BEGIN Raw data

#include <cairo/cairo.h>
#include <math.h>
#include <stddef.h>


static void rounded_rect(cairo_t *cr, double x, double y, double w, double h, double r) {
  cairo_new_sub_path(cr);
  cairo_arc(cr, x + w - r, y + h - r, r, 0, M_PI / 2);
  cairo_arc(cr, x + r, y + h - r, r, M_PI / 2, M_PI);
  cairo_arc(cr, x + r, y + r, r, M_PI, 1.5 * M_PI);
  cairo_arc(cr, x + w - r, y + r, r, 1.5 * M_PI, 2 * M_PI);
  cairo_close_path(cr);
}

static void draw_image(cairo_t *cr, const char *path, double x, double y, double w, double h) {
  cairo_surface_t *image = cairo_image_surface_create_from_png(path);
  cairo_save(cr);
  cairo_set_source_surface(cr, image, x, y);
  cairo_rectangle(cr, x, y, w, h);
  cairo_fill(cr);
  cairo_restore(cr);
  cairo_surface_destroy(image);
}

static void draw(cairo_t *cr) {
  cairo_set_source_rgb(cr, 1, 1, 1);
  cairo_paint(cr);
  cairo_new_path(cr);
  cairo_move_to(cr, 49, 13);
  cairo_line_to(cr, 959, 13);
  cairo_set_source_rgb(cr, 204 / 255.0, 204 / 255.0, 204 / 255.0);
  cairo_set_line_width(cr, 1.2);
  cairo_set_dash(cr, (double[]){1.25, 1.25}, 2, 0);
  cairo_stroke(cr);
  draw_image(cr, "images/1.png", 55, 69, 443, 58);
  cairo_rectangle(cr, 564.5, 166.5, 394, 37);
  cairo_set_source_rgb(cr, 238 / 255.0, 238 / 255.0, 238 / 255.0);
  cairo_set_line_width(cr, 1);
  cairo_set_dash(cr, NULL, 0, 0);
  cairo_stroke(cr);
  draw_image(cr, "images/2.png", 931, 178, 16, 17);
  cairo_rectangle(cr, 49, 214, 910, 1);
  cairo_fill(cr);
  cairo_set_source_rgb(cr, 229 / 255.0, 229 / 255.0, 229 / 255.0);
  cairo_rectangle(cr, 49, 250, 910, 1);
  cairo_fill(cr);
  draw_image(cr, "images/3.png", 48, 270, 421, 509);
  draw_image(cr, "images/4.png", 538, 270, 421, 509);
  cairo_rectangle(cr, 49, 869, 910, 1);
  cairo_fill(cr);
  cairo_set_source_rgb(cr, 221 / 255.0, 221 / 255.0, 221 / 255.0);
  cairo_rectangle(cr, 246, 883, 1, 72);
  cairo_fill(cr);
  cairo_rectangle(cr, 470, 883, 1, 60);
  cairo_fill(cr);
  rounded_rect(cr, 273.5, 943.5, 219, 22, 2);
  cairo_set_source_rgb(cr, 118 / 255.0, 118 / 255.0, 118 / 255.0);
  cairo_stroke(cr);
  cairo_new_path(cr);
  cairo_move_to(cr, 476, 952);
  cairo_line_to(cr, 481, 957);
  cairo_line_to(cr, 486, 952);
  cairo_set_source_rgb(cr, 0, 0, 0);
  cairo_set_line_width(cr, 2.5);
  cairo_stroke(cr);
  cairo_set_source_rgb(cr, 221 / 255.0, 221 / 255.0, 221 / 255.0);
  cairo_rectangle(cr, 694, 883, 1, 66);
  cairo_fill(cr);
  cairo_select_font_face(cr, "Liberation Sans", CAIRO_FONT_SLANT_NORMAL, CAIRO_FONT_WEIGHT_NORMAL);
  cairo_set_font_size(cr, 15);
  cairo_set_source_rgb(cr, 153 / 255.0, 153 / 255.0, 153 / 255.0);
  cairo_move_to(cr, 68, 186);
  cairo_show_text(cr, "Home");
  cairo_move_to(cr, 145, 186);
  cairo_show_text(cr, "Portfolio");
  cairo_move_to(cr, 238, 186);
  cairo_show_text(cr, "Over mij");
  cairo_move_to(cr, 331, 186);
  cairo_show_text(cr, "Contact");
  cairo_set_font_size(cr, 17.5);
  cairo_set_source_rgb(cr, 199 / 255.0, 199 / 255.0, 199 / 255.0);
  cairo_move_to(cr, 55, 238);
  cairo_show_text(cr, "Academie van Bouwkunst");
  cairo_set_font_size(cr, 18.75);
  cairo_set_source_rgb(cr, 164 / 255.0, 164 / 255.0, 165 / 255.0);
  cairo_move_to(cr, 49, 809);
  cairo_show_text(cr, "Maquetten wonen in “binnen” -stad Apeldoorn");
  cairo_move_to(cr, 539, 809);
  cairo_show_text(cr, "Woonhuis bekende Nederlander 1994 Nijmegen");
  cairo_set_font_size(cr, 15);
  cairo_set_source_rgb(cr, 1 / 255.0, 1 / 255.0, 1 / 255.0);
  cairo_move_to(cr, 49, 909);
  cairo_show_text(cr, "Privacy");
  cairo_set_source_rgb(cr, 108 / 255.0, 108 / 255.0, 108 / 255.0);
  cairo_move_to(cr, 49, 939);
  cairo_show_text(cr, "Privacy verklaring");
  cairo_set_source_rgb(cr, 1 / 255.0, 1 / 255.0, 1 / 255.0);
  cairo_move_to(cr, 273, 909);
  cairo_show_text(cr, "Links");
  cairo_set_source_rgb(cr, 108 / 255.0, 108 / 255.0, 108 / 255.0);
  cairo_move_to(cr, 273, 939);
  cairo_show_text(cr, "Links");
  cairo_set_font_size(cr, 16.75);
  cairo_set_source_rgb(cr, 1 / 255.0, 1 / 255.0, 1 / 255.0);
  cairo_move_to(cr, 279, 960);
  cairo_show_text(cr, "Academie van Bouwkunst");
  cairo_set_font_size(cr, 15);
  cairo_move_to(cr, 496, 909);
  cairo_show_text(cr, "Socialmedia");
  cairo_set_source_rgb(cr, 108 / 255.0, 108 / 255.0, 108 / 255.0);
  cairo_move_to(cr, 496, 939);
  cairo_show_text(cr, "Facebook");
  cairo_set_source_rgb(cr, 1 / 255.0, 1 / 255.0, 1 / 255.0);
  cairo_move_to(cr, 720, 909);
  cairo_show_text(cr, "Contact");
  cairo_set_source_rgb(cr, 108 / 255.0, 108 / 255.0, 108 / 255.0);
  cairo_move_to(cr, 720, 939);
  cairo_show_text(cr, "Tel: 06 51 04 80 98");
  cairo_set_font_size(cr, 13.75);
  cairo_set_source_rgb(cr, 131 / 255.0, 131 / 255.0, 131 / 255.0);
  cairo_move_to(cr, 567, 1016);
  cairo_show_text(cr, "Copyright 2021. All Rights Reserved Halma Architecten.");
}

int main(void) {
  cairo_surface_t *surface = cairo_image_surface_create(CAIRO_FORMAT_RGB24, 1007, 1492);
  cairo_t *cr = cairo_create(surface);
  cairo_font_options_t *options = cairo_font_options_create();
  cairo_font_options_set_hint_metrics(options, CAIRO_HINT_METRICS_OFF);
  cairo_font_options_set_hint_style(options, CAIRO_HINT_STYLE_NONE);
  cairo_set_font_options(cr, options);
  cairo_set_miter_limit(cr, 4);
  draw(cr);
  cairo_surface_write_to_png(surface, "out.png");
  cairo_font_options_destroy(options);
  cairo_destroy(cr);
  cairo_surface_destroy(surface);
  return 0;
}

END Raw data

▶ Action item
Copy out, from the records above, every line that holds the string "static".

▶ Your solution
static void rounded_rect(cairo_t *cr, double x, double y, double w, double h, double r) {
static void draw_image(cairo_t *cr, const char *path, double x, double y, double w, double h) {
static void draw(cairo_t *cr) {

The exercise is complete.